* _Goal of the exercise_
Sort through the entries below and pull out lines containing the word "roads".

Collected data:
◇ ◇ ◇ ◇

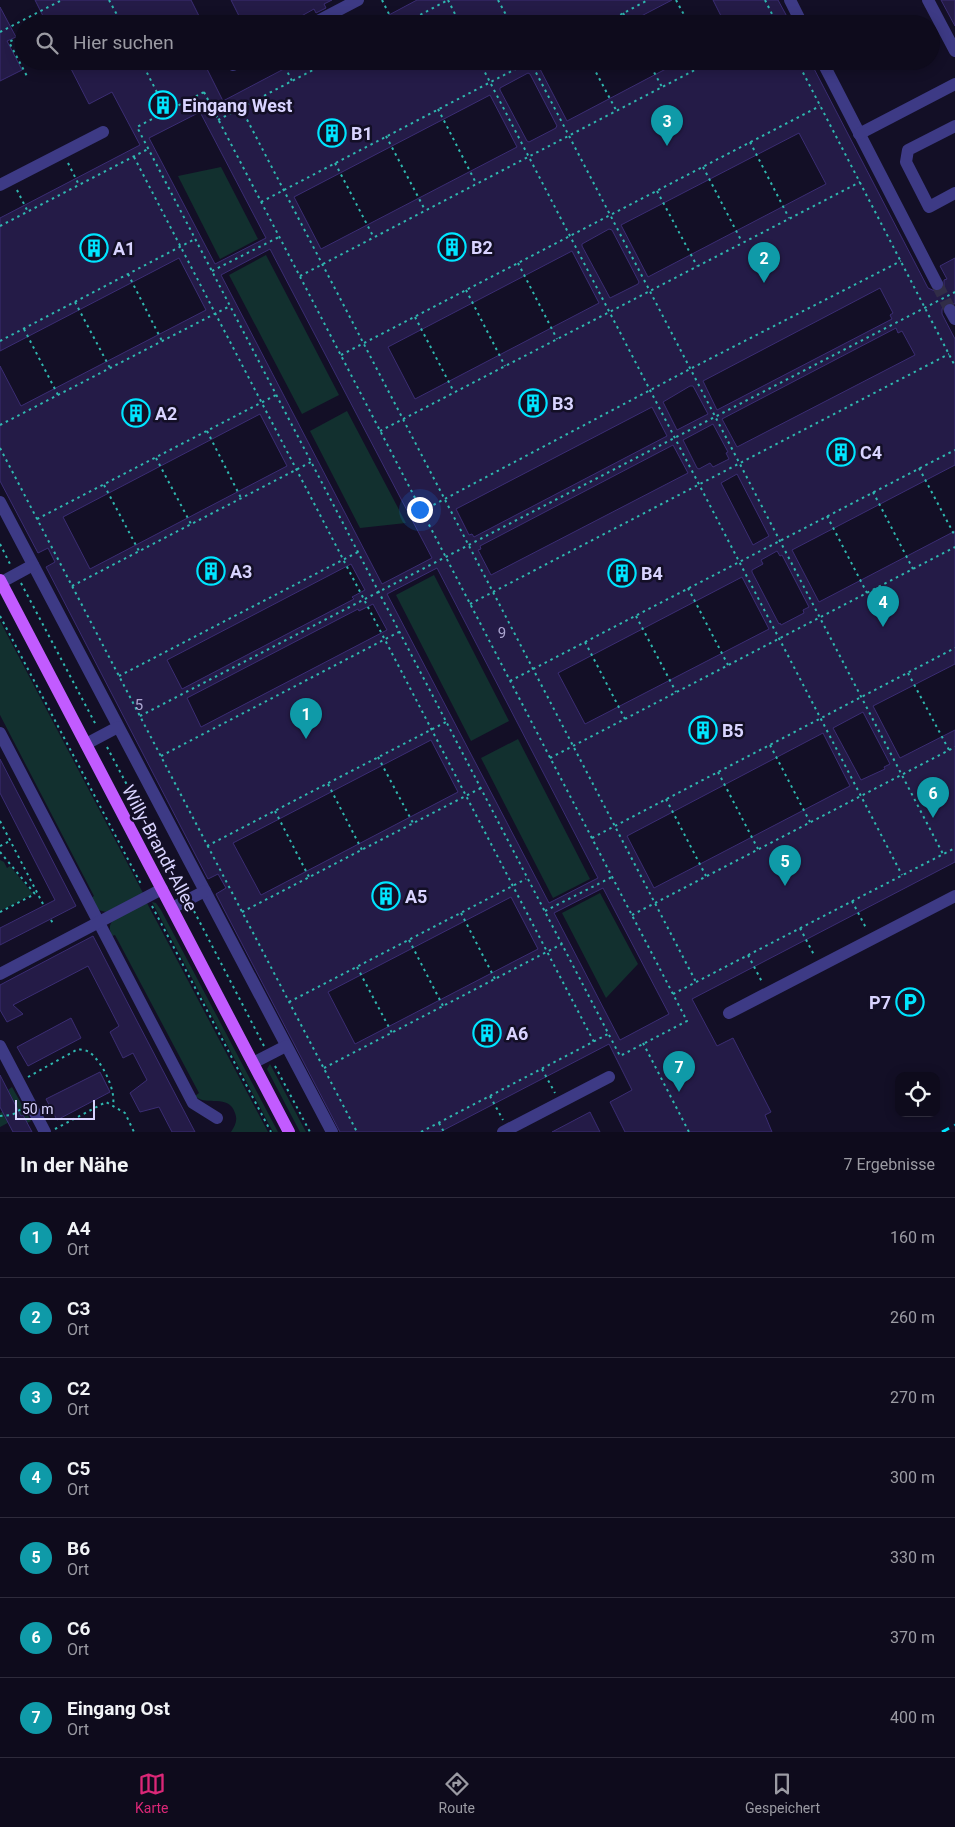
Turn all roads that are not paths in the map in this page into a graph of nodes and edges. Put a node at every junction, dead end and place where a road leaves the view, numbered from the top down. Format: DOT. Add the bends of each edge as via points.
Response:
graph roads {
  1 [pos="358,0"];
  2 [pos="790,0"];
  3 [pos="928,0"];
  4 [pos="329,15"];
  5 [pos="798,15"];
  6 [pos="936,15"];
  7 [pos="940,23"];
  8 [pos="955,51"];
  9 [pos="827,70"];
  10 [pos="955,84"];
  11 [pos="955,126"];
  12 [pos="103,132"];
  13 [pos="859,134"];
  14 [pos="6,182"];
  15 [pos="955,193"];
  16 [pos="937,284"];
  17 [pos="0,502"];
  18 [pos="33,565"];
  19 [pos="0,582"];
  20 [pos="118,727"];
  21 [pos="0,733"];
  22 [pos="86,744"];
  23 [pos="162,889"];
  24 [pos="205,891"];
  25 [pos="955,896"];
  26 [pos="172,908"];
  27 [pos="99,922"];
  28 [pos="0,974"];
  29 [pos="730,1014"];
  30 [pos="0,1046"];
  31 [pos="286,1046"];
  32 [pos="253,1063"];
  33 [pos="609,1076"];
  34 [pos="217,1118"];
  35 [pos="49,1131"];
  36 [pos="505,1131"];
  37 [pos="289,1132"];
  38 [pos="332,1132"];
  1 -- 4 [label="street"];
  2 -- 5 [label="street"];
  3 -- 6 [label="street"];
  7 -- 8 [label="street"];
  9 -- 13 [label="street"];
  10 -- 13 [label="street"];
  11 -- 15 [label="street" via="908,150 906,162 929,206"];
  12 -- 14 [label="street"];
  13 -- 16 [label="street"];
  17 -- 18 [label="street"];
  18 -- 19 [label="street"];
  18 -- 20 [label="street"];
  19 -- 22 [label="main road, Willy-Brandt-Allee"];
  20 -- 22 [label="street"];
  20 -- 24 [label="street"];
  21 -- 27 [label="street"];
  22 -- 23 [label="main road, Willy-Brandt-Allee"];
  23 -- 26 [label="main road, Willy-Brandt-Allee"];
  23 -- 27 [label="street"];
  24 -- 26 [label="street"];
  24 -- 31 [label="street"];
  25 -- 29 [label="street"];
  26 -- 32 [label="main road, Willy-Brandt-Allee"];
  27 -- 28 [label="street"];
  27 -- 34 [label="street" via="193,1103"];
  30 -- 35 [label="street"];
  31 -- 32 [label="street"];
  31 -- 38 [label="street"];
  32 -- 37 [label="main road, Willy-Brandt-Allee"];
  33 -- 36 [label="street"];
}
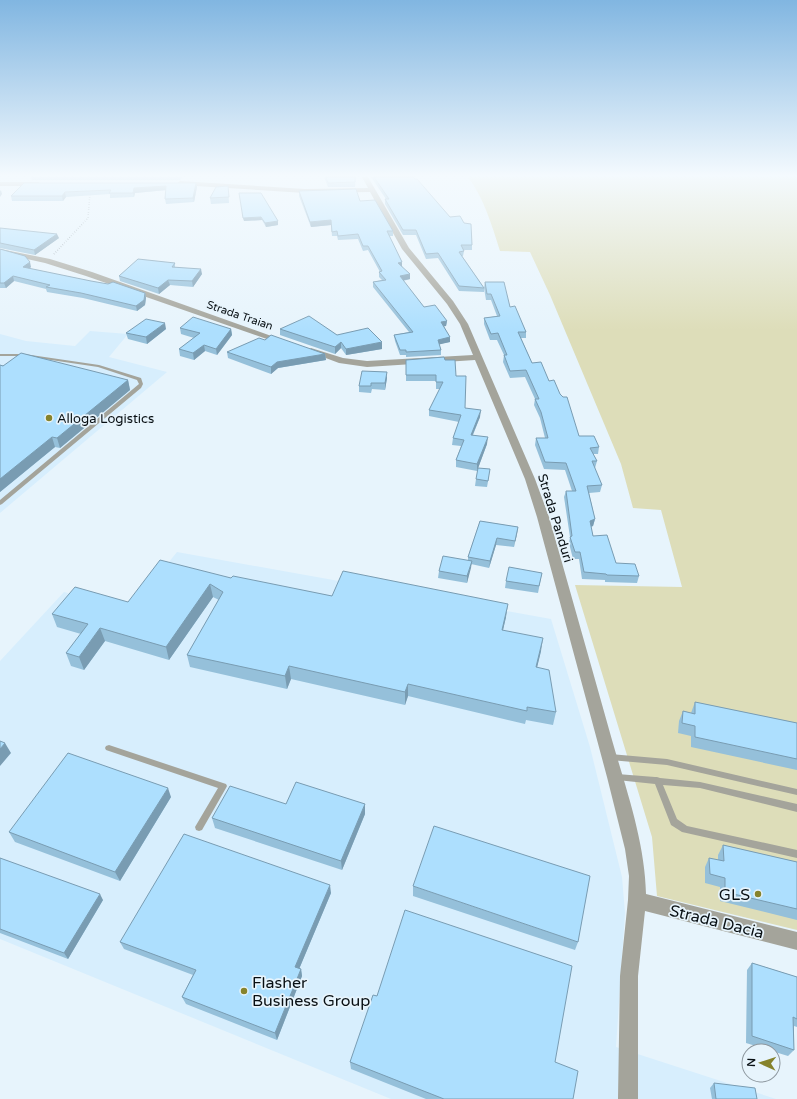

◇ ◇ ◇ ◇

* _Exercise result_
Turn all roads that are not paths in the map in this page into a graph of nodes and edges. Put a node at every junction, dead end and place where a road leaves the view, numbered from the top down. Format: DOT. Add the bends of each edge as via points.
graph roads {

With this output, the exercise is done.